_Saved entries_
┌────────

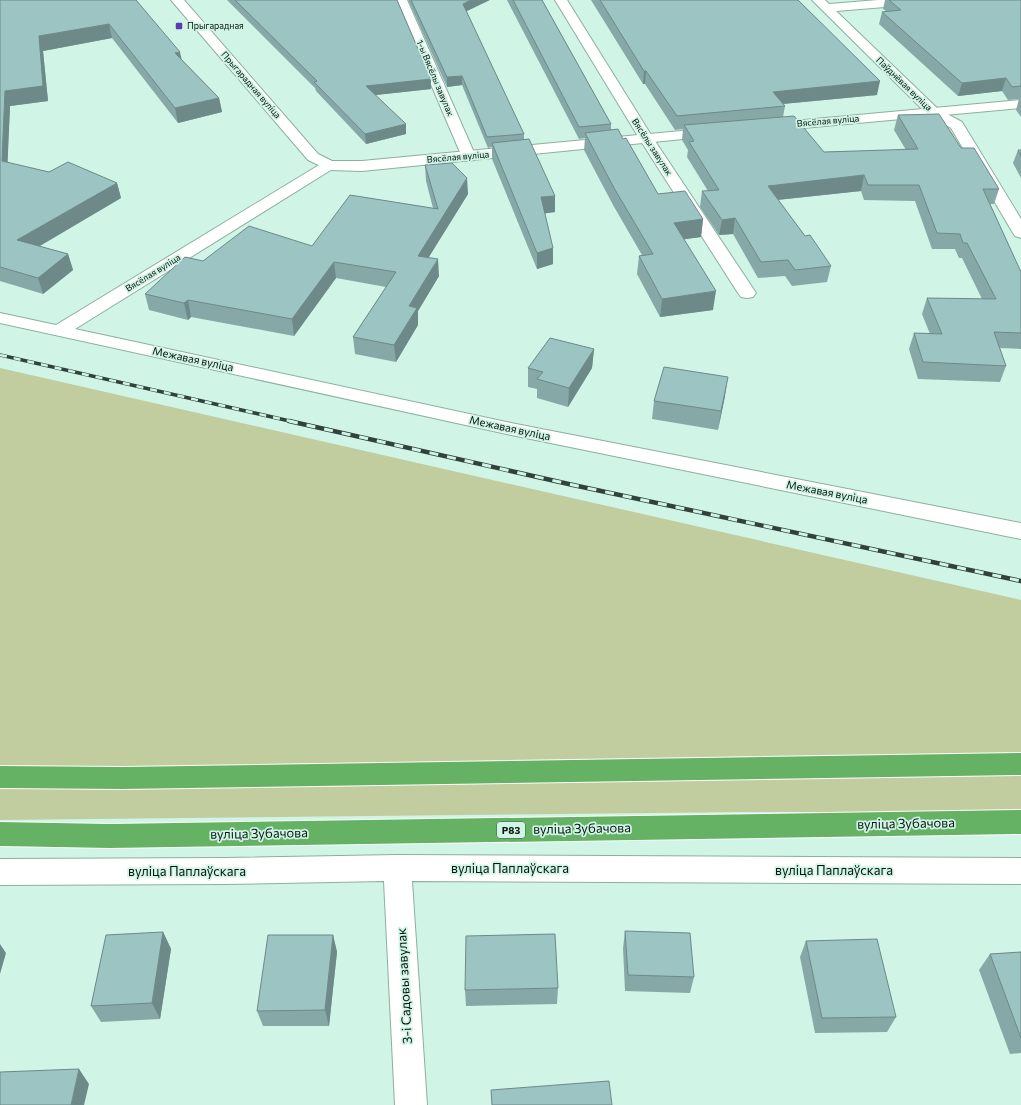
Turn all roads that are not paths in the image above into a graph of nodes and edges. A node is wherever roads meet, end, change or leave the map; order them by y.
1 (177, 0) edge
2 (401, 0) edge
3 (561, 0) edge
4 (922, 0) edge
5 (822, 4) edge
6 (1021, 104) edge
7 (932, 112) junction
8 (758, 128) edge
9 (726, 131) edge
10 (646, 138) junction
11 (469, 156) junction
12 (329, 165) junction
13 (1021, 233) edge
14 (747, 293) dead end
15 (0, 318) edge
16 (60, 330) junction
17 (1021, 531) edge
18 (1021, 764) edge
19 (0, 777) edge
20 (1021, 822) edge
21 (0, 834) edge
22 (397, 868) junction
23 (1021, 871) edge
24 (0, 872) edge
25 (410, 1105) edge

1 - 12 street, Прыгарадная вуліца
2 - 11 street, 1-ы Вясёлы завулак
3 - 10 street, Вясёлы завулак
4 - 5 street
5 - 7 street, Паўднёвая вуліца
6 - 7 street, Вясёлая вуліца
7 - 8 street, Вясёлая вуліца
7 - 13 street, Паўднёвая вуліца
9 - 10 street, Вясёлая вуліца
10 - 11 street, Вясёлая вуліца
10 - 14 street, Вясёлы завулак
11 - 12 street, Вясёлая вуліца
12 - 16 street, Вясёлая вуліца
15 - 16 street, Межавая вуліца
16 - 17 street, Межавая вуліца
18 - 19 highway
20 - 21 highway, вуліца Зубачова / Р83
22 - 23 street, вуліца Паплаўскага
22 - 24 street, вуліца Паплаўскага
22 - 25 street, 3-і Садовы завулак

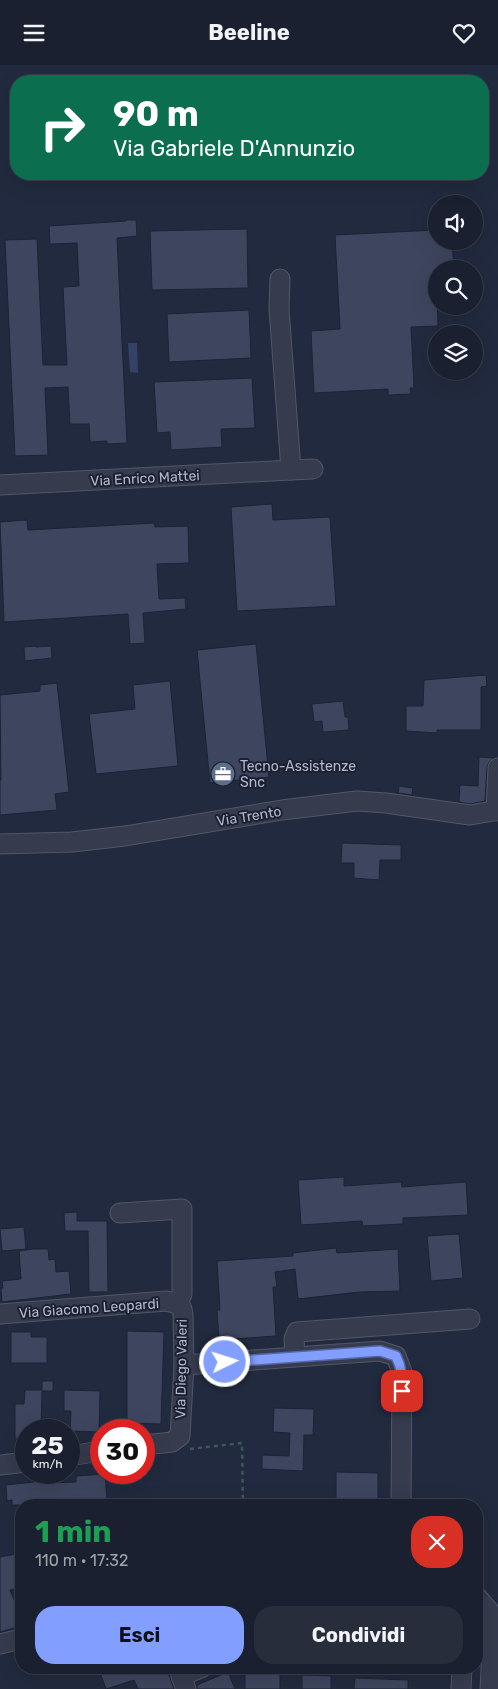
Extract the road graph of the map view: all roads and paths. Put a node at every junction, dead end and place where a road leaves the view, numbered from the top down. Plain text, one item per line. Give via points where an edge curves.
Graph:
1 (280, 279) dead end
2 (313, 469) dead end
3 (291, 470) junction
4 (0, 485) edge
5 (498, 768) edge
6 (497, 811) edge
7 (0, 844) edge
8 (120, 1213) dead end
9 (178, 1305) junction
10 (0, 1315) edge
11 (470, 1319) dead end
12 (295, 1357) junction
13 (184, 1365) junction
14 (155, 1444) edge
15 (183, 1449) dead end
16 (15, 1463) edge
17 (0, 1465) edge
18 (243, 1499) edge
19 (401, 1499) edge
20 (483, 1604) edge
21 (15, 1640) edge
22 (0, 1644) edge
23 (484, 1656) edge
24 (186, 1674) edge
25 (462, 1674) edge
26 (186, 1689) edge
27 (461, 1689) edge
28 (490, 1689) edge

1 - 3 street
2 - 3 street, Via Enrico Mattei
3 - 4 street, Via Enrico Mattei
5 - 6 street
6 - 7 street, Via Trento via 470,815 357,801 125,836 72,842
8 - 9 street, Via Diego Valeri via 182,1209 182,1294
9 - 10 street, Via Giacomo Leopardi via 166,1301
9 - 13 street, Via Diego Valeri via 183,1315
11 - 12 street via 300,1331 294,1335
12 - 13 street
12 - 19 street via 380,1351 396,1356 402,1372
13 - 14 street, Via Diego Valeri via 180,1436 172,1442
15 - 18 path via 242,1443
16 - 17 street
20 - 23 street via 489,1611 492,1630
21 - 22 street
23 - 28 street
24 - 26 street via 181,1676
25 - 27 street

└────────

Filter the data for the string "dead" and copy every line that has it.

14 (747, 293) dead end
Extract the road graph of the map view: all roads and paths. Put a node at every junction, dead end and place where a road leaves the view, numbered from the top down. Plain text, one item per line. Give via points where an edge curves.
1 (280, 279) dead end
2 (313, 469) dead end
8 (120, 1213) dead end
11 (470, 1319) dead end
15 (183, 1449) dead end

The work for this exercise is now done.